START DATA LISTING

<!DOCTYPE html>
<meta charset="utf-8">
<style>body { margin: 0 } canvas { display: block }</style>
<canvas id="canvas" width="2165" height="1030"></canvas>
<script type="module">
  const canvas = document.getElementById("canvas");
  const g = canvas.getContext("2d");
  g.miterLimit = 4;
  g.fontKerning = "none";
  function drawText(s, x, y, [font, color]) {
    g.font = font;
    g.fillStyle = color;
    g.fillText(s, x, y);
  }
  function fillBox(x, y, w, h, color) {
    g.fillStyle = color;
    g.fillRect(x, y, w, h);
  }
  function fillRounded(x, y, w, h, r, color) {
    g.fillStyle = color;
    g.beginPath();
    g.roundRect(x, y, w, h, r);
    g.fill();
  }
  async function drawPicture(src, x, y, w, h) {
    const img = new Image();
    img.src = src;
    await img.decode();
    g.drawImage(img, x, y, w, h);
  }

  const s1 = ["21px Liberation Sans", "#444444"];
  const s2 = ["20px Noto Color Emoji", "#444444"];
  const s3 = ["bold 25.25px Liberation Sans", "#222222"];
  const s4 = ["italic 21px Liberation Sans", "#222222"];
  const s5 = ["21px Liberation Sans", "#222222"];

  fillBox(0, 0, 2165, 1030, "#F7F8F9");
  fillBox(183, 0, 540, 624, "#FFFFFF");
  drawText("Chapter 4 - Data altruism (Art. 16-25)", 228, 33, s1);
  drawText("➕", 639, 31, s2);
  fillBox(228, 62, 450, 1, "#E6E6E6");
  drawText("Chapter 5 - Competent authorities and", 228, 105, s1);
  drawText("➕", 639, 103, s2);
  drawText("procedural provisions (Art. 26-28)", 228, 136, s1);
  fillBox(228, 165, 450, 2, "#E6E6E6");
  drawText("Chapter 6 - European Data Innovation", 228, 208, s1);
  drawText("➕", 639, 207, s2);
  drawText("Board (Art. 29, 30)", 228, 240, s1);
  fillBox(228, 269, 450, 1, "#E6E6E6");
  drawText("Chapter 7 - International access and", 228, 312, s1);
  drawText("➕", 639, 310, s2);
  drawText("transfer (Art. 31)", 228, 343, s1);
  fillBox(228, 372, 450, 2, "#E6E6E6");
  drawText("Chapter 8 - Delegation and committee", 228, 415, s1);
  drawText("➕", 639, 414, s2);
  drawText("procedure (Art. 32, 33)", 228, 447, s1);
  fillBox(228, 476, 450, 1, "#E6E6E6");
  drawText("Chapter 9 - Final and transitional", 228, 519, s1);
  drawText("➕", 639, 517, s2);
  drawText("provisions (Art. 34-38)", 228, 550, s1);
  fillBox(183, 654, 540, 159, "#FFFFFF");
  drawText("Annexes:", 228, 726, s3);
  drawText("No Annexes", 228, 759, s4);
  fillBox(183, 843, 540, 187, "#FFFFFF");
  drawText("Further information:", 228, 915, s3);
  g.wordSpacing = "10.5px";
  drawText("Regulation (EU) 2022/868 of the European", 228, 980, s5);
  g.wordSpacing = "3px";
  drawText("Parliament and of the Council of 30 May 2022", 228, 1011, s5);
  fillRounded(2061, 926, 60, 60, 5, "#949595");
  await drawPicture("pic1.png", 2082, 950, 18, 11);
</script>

END DATA LISTING
START DATA LISTING

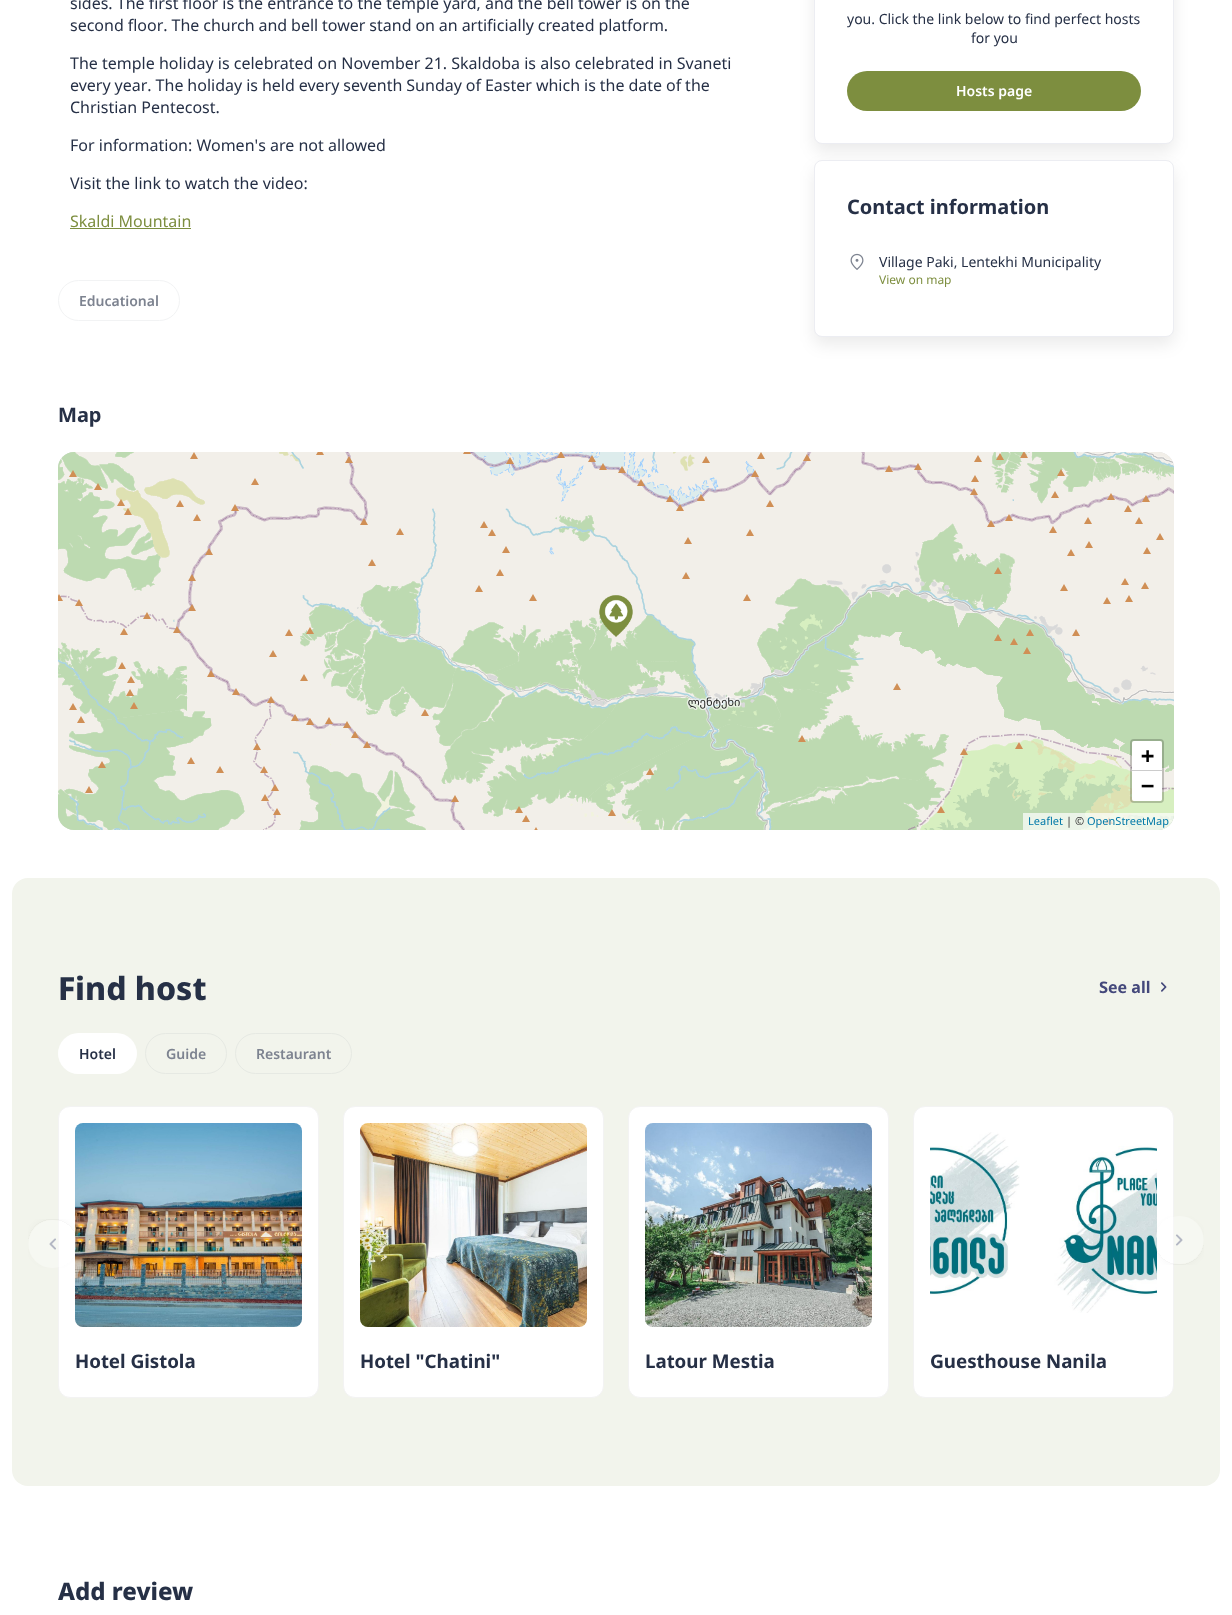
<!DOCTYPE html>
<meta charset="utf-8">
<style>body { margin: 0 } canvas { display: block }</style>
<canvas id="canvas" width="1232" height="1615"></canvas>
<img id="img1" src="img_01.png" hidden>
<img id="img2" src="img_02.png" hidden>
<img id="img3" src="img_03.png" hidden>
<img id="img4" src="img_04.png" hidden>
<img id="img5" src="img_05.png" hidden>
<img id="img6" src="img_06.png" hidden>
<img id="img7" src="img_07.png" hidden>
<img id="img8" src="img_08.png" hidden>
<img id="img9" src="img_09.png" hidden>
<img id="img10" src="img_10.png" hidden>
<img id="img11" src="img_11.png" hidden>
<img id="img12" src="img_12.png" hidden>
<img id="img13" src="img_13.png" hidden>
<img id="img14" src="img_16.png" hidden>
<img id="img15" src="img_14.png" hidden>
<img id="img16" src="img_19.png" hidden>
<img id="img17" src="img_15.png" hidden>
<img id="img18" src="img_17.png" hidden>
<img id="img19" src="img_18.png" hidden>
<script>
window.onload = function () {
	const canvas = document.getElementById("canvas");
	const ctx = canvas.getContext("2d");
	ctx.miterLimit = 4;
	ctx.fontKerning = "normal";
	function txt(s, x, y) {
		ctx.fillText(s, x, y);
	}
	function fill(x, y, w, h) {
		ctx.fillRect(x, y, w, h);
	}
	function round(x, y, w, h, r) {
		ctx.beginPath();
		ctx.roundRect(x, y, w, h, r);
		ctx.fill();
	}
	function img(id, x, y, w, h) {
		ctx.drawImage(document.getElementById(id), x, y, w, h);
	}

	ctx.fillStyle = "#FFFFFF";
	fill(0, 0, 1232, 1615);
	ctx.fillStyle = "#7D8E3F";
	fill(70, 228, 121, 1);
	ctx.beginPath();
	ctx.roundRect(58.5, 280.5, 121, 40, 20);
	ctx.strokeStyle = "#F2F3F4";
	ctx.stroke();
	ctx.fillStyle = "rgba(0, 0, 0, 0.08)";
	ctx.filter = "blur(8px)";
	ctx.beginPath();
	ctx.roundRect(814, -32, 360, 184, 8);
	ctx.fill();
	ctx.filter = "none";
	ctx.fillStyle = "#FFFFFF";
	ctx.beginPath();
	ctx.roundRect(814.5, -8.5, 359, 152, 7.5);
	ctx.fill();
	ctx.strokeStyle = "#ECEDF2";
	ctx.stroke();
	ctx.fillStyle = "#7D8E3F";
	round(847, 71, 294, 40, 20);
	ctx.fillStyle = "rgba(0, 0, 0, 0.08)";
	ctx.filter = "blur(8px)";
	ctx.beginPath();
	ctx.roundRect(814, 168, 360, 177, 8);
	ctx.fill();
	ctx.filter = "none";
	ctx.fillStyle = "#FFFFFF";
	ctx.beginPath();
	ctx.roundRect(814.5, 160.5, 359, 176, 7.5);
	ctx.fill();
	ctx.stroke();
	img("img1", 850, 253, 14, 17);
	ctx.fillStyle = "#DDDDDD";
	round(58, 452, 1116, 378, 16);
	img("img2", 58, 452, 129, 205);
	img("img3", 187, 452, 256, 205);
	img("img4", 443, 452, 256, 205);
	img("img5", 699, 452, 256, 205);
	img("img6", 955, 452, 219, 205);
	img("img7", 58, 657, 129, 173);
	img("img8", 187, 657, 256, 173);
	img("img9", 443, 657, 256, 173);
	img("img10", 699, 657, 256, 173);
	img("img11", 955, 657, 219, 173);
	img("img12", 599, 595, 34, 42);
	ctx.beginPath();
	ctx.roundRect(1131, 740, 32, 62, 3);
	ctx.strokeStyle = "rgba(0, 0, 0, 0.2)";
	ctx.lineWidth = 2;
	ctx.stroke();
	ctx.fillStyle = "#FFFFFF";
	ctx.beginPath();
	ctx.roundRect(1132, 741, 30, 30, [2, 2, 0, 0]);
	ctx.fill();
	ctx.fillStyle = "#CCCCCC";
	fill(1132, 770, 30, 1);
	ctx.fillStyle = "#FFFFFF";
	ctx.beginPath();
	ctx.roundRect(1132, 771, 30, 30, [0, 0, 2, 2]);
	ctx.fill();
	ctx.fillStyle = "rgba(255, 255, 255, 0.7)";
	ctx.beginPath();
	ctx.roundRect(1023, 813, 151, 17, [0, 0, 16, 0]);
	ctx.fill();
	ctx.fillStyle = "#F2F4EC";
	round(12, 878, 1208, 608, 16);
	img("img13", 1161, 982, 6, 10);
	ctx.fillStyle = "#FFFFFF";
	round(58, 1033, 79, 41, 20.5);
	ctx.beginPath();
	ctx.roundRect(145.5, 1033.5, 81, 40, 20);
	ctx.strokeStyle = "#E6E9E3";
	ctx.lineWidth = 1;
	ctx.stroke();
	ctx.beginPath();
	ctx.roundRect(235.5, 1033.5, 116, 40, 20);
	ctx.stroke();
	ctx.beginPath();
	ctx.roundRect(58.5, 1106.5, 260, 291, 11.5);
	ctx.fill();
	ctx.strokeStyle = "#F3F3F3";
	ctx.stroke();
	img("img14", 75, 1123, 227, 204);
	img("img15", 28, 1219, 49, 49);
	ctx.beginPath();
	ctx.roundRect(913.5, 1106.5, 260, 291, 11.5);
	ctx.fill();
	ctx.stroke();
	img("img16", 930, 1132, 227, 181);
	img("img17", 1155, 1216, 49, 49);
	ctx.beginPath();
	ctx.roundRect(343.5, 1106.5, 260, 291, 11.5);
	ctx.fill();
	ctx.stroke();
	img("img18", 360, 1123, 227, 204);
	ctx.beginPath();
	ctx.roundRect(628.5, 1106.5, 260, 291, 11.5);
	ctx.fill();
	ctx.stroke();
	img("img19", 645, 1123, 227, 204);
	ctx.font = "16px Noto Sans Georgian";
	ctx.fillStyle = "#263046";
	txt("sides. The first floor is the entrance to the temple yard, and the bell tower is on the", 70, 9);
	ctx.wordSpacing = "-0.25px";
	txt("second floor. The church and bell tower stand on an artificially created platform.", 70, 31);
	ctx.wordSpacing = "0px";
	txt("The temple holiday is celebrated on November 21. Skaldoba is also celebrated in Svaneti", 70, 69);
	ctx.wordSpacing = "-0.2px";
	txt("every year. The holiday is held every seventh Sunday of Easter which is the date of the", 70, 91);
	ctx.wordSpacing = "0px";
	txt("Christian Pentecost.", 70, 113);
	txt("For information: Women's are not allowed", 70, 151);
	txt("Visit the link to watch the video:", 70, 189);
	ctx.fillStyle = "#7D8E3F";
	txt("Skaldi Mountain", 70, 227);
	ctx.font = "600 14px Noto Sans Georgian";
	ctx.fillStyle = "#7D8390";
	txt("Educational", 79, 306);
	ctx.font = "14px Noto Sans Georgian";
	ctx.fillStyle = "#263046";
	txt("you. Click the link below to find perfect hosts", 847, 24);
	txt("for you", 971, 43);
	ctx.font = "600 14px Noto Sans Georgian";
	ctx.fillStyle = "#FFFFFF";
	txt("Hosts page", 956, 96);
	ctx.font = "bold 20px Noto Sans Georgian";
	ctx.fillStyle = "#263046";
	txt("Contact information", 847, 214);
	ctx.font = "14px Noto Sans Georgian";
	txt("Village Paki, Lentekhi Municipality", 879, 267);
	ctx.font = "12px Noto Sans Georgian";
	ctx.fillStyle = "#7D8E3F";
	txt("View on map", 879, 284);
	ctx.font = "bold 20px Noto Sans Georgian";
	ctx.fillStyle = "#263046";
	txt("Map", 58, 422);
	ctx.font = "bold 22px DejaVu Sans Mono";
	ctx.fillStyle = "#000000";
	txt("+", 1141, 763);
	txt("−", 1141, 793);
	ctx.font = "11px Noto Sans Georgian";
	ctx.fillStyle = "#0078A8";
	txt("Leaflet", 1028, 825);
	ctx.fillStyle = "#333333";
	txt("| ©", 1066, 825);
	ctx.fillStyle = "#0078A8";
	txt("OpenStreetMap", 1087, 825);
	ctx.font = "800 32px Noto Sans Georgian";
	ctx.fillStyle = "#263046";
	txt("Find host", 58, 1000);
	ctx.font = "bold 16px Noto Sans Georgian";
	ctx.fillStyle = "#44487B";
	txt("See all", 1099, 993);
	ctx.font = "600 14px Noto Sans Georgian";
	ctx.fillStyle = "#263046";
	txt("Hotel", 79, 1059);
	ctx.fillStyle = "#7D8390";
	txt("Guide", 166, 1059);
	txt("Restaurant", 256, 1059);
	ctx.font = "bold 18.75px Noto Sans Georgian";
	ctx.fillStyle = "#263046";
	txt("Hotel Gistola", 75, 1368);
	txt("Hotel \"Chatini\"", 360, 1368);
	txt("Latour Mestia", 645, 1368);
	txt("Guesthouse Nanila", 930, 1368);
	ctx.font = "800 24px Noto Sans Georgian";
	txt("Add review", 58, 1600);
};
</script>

END DATA LISTING

What you return must be an exact retyping of the lines above starting at the line with "function fillBox(x, y, w, h, color)" and ending at the line with "await img.decode();", and nothing besides.

## ANSWER BOX:
  function fillBox(x, y, w, h, color) {
    g.fillStyle = color;
    g.fillRect(x, y, w, h);
  }
  function fillRounded(x, y, w, h, r, color) {
    g.fillStyle = color;
    g.beginPath();
    g.roundRect(x, y, w, h, r);
    g.fill();
  }
  async function drawPicture(src, x, y, w, h) {
    const img = new Image();
    img.src = src;
    await img.decode();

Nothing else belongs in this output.